On net neutrality, Shapiro wants more of a hands-off approach from the government. He wants to see government allow industry and nongovernmental organizations establish principals. “And if the principals are violated, then act,” he said.

“I personally am fearful of all of a sudden sending those companies into a new area of regulation like utilities,” referring to the FCC considering using Title II of the 1996 Communications Act to rewrite net neutrality rules.

He said he likes things the “way they are” and that he’s rather not see them changed, adding that “good intentions scare me.”

Take a look at Title II, something more edge providers need to do, and you can appreciate some of Mr. Shapiro’s fear.  For example, section 211 of the Communications Act requires that common carriers (a classification that net neutrality advocates want applied to broadband providers) file copies of all contracts that they have with other common carriers.  So, if Google, a broadband wannabe, has peering or transit contracts with Comcast, Google will have to file its contracts with the Federal Communications Commission, and probably with state public utility commissions as well.  If these contracts contain information regarding traffic from certain edge providers a la Netflix, Netflix wouldn’t be happy that some aspect of its business model may be on public display with the FCC.

This type of transparency may bring joy to net neutrality proponents but not to the edge providers they purportedly are so concerned about.  In my opinion, letting the government have a copy of a contract entered into autonomously is the same as the government regulating your free speech.  Unless there is a dispute to be resolved between two parties to a contract, I see no reason to let the government have access to its contents.  If edge providers want to see a slippery slope created that takes regulation right to their doorsteps, Title II will lay the bricks for that driveway.

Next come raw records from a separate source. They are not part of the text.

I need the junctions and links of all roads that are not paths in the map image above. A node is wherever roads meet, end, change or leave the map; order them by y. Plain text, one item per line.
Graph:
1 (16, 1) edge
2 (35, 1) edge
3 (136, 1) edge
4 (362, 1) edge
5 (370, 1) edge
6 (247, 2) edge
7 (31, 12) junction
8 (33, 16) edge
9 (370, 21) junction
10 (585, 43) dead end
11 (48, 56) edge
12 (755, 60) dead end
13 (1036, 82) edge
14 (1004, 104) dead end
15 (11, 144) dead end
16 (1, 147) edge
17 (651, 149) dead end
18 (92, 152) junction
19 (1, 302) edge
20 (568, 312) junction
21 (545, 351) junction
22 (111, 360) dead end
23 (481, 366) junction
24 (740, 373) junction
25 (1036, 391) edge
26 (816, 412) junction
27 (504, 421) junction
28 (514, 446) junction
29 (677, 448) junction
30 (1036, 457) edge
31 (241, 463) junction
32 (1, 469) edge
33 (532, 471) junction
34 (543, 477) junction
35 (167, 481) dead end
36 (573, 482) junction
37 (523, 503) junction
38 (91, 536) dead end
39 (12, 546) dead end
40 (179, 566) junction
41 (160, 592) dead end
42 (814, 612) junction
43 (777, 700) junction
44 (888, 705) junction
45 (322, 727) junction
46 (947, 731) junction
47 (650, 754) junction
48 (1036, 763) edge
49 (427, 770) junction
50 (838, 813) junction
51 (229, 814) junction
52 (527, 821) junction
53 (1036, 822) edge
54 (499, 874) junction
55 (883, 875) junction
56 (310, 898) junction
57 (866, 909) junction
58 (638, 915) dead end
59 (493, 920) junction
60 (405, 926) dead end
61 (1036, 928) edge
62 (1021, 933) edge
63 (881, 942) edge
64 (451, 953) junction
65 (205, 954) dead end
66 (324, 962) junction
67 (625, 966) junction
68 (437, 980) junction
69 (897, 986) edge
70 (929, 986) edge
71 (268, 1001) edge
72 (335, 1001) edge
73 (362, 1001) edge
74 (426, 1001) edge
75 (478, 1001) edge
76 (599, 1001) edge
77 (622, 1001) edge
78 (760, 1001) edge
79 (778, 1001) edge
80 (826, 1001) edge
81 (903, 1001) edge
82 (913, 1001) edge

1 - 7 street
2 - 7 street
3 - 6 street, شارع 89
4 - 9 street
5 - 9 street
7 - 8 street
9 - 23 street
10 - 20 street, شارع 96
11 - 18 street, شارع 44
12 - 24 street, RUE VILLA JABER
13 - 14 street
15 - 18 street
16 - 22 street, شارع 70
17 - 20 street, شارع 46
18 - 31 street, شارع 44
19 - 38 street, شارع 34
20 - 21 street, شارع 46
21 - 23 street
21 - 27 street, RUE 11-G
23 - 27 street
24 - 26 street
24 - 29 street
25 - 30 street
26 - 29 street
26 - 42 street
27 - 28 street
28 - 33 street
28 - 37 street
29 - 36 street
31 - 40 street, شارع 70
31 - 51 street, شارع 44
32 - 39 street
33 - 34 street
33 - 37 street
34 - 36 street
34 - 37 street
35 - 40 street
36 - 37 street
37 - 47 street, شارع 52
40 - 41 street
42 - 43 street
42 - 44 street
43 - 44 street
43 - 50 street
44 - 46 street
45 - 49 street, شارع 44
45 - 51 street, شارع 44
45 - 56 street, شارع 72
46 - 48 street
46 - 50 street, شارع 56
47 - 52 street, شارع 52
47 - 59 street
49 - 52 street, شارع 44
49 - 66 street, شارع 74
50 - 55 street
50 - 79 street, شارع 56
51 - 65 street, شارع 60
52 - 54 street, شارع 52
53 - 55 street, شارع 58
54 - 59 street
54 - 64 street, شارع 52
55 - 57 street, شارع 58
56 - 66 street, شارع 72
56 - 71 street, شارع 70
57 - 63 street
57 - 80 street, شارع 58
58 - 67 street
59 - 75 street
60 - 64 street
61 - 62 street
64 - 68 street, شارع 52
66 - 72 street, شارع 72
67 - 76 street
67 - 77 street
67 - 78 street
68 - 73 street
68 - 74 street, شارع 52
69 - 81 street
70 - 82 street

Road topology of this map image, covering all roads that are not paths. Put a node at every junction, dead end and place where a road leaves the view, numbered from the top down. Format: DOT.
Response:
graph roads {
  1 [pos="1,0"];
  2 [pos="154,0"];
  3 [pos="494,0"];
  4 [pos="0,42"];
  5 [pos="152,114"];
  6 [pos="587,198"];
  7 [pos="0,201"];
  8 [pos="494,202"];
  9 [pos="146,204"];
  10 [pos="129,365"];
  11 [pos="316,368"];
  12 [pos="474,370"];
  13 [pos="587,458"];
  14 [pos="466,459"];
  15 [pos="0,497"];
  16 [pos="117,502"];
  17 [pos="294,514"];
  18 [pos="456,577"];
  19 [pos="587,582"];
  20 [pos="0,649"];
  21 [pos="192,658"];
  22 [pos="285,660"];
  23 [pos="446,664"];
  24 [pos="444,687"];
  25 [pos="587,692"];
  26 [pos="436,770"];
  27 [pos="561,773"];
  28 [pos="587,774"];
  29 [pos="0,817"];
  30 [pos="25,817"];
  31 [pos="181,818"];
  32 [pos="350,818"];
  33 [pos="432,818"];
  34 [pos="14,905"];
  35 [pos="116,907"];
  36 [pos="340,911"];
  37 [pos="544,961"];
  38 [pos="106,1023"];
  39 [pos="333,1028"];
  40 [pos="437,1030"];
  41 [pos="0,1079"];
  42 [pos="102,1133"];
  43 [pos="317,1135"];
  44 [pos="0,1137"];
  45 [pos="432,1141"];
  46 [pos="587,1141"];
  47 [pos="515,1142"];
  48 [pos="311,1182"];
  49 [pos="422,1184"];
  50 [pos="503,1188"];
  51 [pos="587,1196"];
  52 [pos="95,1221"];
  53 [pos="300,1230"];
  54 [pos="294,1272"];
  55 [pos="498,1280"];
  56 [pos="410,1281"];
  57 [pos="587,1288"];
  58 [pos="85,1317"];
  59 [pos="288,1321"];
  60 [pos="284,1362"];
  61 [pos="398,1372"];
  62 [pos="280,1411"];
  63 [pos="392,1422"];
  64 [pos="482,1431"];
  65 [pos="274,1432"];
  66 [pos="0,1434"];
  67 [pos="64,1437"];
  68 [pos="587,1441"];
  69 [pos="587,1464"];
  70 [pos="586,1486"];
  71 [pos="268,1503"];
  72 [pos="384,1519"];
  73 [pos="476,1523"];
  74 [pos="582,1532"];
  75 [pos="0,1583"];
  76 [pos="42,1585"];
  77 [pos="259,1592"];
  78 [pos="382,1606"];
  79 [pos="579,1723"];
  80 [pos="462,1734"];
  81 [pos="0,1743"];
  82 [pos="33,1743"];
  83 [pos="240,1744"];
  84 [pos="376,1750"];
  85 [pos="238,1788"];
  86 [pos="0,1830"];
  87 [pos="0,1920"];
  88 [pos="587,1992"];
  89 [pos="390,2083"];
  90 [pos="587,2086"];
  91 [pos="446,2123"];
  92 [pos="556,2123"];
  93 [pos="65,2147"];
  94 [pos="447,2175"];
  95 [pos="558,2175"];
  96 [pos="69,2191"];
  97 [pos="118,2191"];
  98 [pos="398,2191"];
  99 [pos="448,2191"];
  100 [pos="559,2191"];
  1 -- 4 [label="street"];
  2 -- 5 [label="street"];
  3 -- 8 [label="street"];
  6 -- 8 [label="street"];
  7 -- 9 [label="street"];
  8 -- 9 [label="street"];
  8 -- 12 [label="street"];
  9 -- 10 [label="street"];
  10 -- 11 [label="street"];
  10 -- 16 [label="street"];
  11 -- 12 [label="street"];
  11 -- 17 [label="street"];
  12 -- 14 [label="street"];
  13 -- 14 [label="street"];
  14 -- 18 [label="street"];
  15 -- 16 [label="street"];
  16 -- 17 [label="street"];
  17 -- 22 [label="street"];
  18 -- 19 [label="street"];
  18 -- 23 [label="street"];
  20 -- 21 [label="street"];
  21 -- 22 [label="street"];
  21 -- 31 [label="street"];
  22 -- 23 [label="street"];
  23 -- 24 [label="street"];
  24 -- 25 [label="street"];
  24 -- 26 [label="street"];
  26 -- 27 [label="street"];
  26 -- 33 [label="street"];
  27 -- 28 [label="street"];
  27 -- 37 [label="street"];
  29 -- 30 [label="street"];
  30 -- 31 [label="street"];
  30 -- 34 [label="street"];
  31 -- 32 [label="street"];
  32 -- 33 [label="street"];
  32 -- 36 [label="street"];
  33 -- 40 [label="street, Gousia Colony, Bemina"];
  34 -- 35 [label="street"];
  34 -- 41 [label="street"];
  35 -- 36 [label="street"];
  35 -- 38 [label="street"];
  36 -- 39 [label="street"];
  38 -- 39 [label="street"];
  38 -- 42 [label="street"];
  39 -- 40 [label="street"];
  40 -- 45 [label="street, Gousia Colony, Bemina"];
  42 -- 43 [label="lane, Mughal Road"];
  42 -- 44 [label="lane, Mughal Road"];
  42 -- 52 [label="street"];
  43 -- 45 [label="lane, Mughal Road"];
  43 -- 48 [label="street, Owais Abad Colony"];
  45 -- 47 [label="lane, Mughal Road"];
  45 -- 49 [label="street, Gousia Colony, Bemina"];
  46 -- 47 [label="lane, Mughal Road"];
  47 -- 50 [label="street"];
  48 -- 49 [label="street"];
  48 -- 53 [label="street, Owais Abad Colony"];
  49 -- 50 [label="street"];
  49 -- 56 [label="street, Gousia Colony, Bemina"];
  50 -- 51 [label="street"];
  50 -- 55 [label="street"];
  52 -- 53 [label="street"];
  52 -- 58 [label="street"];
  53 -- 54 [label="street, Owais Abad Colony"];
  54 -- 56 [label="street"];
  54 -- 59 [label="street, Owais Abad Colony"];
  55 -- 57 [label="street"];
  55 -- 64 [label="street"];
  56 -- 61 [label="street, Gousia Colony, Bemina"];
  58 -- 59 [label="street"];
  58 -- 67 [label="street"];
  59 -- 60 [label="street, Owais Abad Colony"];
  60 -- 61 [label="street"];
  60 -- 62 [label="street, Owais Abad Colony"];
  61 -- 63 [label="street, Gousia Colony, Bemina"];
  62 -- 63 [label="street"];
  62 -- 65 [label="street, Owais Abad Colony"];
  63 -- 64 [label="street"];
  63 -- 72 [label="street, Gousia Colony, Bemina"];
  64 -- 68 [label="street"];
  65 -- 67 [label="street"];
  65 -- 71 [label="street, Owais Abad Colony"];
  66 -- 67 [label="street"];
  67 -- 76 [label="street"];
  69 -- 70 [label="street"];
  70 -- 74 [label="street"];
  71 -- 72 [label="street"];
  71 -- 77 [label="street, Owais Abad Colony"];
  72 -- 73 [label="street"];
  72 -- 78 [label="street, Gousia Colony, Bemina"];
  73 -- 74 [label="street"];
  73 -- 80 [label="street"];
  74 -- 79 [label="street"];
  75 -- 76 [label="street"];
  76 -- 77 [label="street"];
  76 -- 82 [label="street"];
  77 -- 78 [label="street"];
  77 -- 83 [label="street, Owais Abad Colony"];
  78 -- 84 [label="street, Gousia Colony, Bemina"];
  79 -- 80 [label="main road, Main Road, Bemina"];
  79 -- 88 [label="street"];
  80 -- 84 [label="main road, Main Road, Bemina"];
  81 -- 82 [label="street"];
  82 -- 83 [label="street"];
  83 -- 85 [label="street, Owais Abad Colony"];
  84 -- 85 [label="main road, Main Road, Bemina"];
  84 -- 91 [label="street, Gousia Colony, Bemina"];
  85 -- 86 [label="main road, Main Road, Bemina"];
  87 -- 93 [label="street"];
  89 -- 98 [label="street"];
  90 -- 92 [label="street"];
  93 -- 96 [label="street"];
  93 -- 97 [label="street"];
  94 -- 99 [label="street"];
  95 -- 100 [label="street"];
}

My walk down the Yellow Brick Road of regulation gets scarier when I take a look at section 215.  Section 215 allows the FCC to examine transactions involving the furnishing of services, supplies, equipment, personnel, etc., to a carrier.  Also, the FCC, pursuant to this section, may examine transactions that impact charges a common carrier assesses for provision of wire or wireless services.  Section 215 also allows the FCC to determine how reasonable these charges are.  Also, the FCC may report its recommendations to Congress as to whether charges are invalid and should be modified and prohibited.

Now, not to knock on Google, but since they are the Internet flavor of the week given the disclosure of their perceived wretched diversity in hiring practices, disclosing matters regarding personnel much less on their services should make the company and its investors think twice about supporting net neutrality brought to you via Title II classification.

All of Title II should be scary to venture capitalists, private equity, and their investor clients, but section 218 should bring great pause. This section allows the FCC to inquire into the management of all common carriers.  The FCC may obtain management information not just from the carriers, but from entities that directly or indirectly control them.  That, in my mind, includes private equity firms or venture capitalists that may have a controlling interest in some little regional or rural broadband provider.  With the SEC stepping up its scrutiny of private equity via the Dodd Frank Act, does private equity want another alphabet soup agency knocking on its door?

Here is one more, especially for the app developers.  Section 231 speaks to app developers, or more definitively access software providers.  This section prohibits the use of the World Wide Web to transmit material harmful to minors.  I wonder how many apps fall under this category.

When you look behind the curtain of good open network intentions, you can find some scary stuff.